Stored dataset items:
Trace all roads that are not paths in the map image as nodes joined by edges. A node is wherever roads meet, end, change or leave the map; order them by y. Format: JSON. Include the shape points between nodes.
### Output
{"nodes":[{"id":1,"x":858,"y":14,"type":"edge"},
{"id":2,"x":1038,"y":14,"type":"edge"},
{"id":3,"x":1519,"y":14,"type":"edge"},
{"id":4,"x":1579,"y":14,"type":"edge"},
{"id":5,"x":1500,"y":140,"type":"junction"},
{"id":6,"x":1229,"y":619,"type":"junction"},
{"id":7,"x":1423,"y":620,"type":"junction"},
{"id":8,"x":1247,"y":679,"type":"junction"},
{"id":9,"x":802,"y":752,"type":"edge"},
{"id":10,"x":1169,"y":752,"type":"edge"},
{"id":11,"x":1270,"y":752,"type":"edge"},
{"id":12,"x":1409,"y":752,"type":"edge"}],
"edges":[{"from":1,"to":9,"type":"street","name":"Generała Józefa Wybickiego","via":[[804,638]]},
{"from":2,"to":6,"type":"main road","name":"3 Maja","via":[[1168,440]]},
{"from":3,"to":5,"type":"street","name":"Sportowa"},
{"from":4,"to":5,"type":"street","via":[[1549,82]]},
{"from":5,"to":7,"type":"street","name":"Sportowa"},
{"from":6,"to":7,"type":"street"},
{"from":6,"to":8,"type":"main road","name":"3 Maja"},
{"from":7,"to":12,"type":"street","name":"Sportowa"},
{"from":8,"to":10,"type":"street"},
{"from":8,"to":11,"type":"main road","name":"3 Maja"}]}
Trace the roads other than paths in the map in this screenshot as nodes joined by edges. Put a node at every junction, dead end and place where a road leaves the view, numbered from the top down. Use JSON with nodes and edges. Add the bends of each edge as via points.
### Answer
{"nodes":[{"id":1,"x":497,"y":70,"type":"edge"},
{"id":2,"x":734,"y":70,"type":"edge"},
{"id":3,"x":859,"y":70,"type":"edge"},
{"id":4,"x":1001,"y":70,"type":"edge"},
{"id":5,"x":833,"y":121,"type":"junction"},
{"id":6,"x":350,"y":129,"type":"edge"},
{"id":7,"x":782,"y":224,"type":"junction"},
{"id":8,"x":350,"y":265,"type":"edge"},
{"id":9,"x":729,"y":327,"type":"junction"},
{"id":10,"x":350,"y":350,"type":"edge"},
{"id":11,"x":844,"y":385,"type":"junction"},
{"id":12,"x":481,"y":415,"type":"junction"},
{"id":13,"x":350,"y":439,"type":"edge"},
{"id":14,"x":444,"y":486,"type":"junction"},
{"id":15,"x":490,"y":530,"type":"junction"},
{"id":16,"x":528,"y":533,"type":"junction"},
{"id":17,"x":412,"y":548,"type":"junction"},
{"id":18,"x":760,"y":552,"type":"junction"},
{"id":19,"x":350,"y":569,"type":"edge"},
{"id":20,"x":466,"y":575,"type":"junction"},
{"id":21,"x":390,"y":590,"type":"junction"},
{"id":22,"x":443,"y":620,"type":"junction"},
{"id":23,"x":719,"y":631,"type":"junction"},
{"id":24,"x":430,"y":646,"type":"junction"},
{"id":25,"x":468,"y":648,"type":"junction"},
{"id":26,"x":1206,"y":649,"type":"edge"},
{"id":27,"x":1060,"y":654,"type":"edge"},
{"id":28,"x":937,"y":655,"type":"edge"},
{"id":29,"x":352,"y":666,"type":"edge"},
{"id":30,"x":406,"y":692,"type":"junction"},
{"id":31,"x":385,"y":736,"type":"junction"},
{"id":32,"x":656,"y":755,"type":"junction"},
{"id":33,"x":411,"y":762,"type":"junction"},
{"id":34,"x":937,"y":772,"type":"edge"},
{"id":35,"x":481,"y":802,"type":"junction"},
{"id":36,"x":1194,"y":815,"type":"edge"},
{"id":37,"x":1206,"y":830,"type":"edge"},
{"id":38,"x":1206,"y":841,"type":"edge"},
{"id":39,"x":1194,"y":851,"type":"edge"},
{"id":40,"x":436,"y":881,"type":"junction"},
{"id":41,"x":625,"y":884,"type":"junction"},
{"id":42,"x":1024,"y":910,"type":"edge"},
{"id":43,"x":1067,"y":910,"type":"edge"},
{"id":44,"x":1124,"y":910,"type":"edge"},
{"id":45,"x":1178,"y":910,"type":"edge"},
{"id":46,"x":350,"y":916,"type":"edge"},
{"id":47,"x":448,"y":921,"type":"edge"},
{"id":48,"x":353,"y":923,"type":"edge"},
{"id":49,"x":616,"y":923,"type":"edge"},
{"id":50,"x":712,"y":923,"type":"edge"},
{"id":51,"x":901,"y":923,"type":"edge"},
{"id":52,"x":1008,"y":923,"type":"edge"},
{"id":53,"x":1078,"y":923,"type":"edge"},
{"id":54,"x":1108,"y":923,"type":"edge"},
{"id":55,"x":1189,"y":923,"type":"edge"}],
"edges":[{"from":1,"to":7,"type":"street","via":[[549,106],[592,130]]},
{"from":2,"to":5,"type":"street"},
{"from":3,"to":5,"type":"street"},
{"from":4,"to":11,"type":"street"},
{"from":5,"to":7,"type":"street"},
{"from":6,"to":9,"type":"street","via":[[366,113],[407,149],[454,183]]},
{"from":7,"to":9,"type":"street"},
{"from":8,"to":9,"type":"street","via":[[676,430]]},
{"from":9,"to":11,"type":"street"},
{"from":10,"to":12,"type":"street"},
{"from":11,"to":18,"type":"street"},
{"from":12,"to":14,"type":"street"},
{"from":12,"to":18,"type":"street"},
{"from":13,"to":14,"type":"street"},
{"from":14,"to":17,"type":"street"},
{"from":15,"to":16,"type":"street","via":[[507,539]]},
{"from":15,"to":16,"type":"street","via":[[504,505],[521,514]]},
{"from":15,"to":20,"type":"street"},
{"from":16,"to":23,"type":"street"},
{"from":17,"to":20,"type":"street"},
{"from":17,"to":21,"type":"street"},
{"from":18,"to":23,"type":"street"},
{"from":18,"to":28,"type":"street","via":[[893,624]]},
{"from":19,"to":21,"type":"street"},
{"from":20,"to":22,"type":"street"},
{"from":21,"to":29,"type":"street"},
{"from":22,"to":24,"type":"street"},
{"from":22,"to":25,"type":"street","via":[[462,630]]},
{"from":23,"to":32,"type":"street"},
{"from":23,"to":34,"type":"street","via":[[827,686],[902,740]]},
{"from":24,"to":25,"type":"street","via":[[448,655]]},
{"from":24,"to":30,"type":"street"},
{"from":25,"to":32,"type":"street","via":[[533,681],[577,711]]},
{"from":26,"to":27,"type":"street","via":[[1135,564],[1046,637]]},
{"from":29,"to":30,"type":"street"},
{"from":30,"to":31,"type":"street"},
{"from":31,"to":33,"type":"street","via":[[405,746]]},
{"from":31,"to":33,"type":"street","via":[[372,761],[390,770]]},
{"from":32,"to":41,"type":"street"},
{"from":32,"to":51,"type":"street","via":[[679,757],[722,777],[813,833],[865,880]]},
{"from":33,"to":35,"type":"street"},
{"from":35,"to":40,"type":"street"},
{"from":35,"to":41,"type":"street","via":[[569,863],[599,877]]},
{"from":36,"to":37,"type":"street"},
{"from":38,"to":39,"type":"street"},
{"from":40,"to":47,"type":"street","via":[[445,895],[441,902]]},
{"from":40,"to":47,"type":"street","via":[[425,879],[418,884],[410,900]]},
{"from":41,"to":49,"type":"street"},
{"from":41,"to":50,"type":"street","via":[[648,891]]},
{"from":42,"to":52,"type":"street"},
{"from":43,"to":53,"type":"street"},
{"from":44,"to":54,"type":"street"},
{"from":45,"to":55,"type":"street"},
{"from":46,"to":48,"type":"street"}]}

● Problem requirements:
Send back the complete set of entries, exactly as shown above.

● Result below:
Trace all roads that are not paths in the map image as nodes joined by edges. A node is wherever roads meet, end, change or leave the map; order them by y. Format: JSON. Include the shape points between nodes.
### Output
{"nodes":[{"id":1,"x":858,"y":14,"type":"edge"},
{"id":2,"x":1038,"y":14,"type":"edge"},
{"id":3,"x":1519,"y":14,"type":"edge"},
{"id":4,"x":1579,"y":14,"type":"edge"},
{"id":5,"x":1500,"y":140,"type":"junction"},
{"id":6,"x":1229,"y":619,"type":"junction"},
{"id":7,"x":1423,"y":620,"type":"junction"},
{"id":8,"x":1247,"y":679,"type":"junction"},
{"id":9,"x":802,"y":752,"type":"edge"},
{"id":10,"x":1169,"y":752,"type":"edge"},
{"id":11,"x":1270,"y":752,"type":"edge"},
{"id":12,"x":1409,"y":752,"type":"edge"}],
"edges":[{"from":1,"to":9,"type":"street","name":"Generała Józefa Wybickiego","via":[[804,638]]},
{"from":2,"to":6,"type":"main road","name":"3 Maja","via":[[1168,440]]},
{"from":3,"to":5,"type":"street","name":"Sportowa"},
{"from":4,"to":5,"type":"street","via":[[1549,82]]},
{"from":5,"to":7,"type":"street","name":"Sportowa"},
{"from":6,"to":7,"type":"street"},
{"from":6,"to":8,"type":"main road","name":"3 Maja"},
{"from":7,"to":12,"type":"street","name":"Sportowa"},
{"from":8,"to":10,"type":"street"},
{"from":8,"to":11,"type":"main road","name":"3 Maja"}]}
Trace the roads other than paths in the map in this screenshot as nodes joined by edges. Put a node at every junction, dead end and place where a road leaves the view, numbered from the top down. Use JSON with nodes and edges. Add the bends of each edge as via points.
### Answer
{"nodes":[{"id":1,"x":497,"y":70,"type":"edge"},
{"id":2,"x":734,"y":70,"type":"edge"},
{"id":3,"x":859,"y":70,"type":"edge"},
{"id":4,"x":1001,"y":70,"type":"edge"},
{"id":5,"x":833,"y":121,"type":"junction"},
{"id":6,"x":350,"y":129,"type":"edge"},
{"id":7,"x":782,"y":224,"type":"junction"},
{"id":8,"x":350,"y":265,"type":"edge"},
{"id":9,"x":729,"y":327,"type":"junction"},
{"id":10,"x":350,"y":350,"type":"edge"},
{"id":11,"x":844,"y":385,"type":"junction"},
{"id":12,"x":481,"y":415,"type":"junction"},
{"id":13,"x":350,"y":439,"type":"edge"},
{"id":14,"x":444,"y":486,"type":"junction"},
{"id":15,"x":490,"y":530,"type":"junction"},
{"id":16,"x":528,"y":533,"type":"junction"},
{"id":17,"x":412,"y":548,"type":"junction"},
{"id":18,"x":760,"y":552,"type":"junction"},
{"id":19,"x":350,"y":569,"type":"edge"},
{"id":20,"x":466,"y":575,"type":"junction"},
{"id":21,"x":390,"y":590,"type":"junction"},
{"id":22,"x":443,"y":620,"type":"junction"},
{"id":23,"x":719,"y":631,"type":"junction"},
{"id":24,"x":430,"y":646,"type":"junction"},
{"id":25,"x":468,"y":648,"type":"junction"},
{"id":26,"x":1206,"y":649,"type":"edge"},
{"id":27,"x":1060,"y":654,"type":"edge"},
{"id":28,"x":937,"y":655,"type":"edge"},
{"id":29,"x":352,"y":666,"type":"edge"},
{"id":30,"x":406,"y":692,"type":"junction"},
{"id":31,"x":385,"y":736,"type":"junction"},
{"id":32,"x":656,"y":755,"type":"junction"},
{"id":33,"x":411,"y":762,"type":"junction"},
{"id":34,"x":937,"y":772,"type":"edge"},
{"id":35,"x":481,"y":802,"type":"junction"},
{"id":36,"x":1194,"y":815,"type":"edge"},
{"id":37,"x":1206,"y":830,"type":"edge"},
{"id":38,"x":1206,"y":841,"type":"edge"},
{"id":39,"x":1194,"y":851,"type":"edge"},
{"id":40,"x":436,"y":881,"type":"junction"},
{"id":41,"x":625,"y":884,"type":"junction"},
{"id":42,"x":1024,"y":910,"type":"edge"},
{"id":43,"x":1067,"y":910,"type":"edge"},
{"id":44,"x":1124,"y":910,"type":"edge"},
{"id":45,"x":1178,"y":910,"type":"edge"},
{"id":46,"x":350,"y":916,"type":"edge"},
{"id":47,"x":448,"y":921,"type":"edge"},
{"id":48,"x":353,"y":923,"type":"edge"},
{"id":49,"x":616,"y":923,"type":"edge"},
{"id":50,"x":712,"y":923,"type":"edge"},
{"id":51,"x":901,"y":923,"type":"edge"},
{"id":52,"x":1008,"y":923,"type":"edge"},
{"id":53,"x":1078,"y":923,"type":"edge"},
{"id":54,"x":1108,"y":923,"type":"edge"},
{"id":55,"x":1189,"y":923,"type":"edge"}],
"edges":[{"from":1,"to":7,"type":"street","via":[[549,106],[592,130]]},
{"from":2,"to":5,"type":"street"},
{"from":3,"to":5,"type":"street"},
{"from":4,"to":11,"type":"street"},
{"from":5,"to":7,"type":"street"},
{"from":6,"to":9,"type":"street","via":[[366,113],[407,149],[454,183]]},
{"from":7,"to":9,"type":"street"},
{"from":8,"to":9,"type":"street","via":[[676,430]]},
{"from":9,"to":11,"type":"street"},
{"from":10,"to":12,"type":"street"},
{"from":11,"to":18,"type":"street"},
{"from":12,"to":14,"type":"street"},
{"from":12,"to":18,"type":"street"},
{"from":13,"to":14,"type":"street"},
{"from":14,"to":17,"type":"street"},
{"from":15,"to":16,"type":"street","via":[[507,539]]},
{"from":15,"to":16,"type":"street","via":[[504,505],[521,514]]},
{"from":15,"to":20,"type":"street"},
{"from":16,"to":23,"type":"street"},
{"from":17,"to":20,"type":"street"},
{"from":17,"to":21,"type":"street"},
{"from":18,"to":23,"type":"street"},
{"from":18,"to":28,"type":"street","via":[[893,624]]},
{"from":19,"to":21,"type":"street"},
{"from":20,"to":22,"type":"street"},
{"from":21,"to":29,"type":"street"},
{"from":22,"to":24,"type":"street"},
{"from":22,"to":25,"type":"street","via":[[462,630]]},
{"from":23,"to":32,"type":"street"},
{"from":23,"to":34,"type":"street","via":[[827,686],[902,740]]},
{"from":24,"to":25,"type":"street","via":[[448,655]]},
{"from":24,"to":30,"type":"street"},
{"from":25,"to":32,"type":"street","via":[[533,681],[577,711]]},
{"from":26,"to":27,"type":"street","via":[[1135,564],[1046,637]]},
{"from":29,"to":30,"type":"street"},
{"from":30,"to":31,"type":"street"},
{"from":31,"to":33,"type":"street","via":[[405,746]]},
{"from":31,"to":33,"type":"street","via":[[372,761],[390,770]]},
{"from":32,"to":41,"type":"street"},
{"from":32,"to":51,"type":"street","via":[[679,757],[722,777],[813,833],[865,880]]},
{"from":33,"to":35,"type":"street"},
{"from":35,"to":40,"type":"street"},
{"from":35,"to":41,"type":"street","via":[[569,863],[599,877]]},
{"from":36,"to":37,"type":"street"},
{"from":38,"to":39,"type":"street"},
{"from":40,"to":47,"type":"street","via":[[445,895],[441,902]]},
{"from":40,"to":47,"type":"street","via":[[425,879],[418,884],[410,900]]},
{"from":41,"to":49,"type":"street"},
{"from":41,"to":50,"type":"street","via":[[648,891]]},
{"from":42,"to":52,"type":"street"},
{"from":43,"to":53,"type":"street"},
{"from":44,"to":54,"type":"street"},
{"from":45,"to":55,"type":"street"},
{"from":46,"to":48,"type":"street"}]}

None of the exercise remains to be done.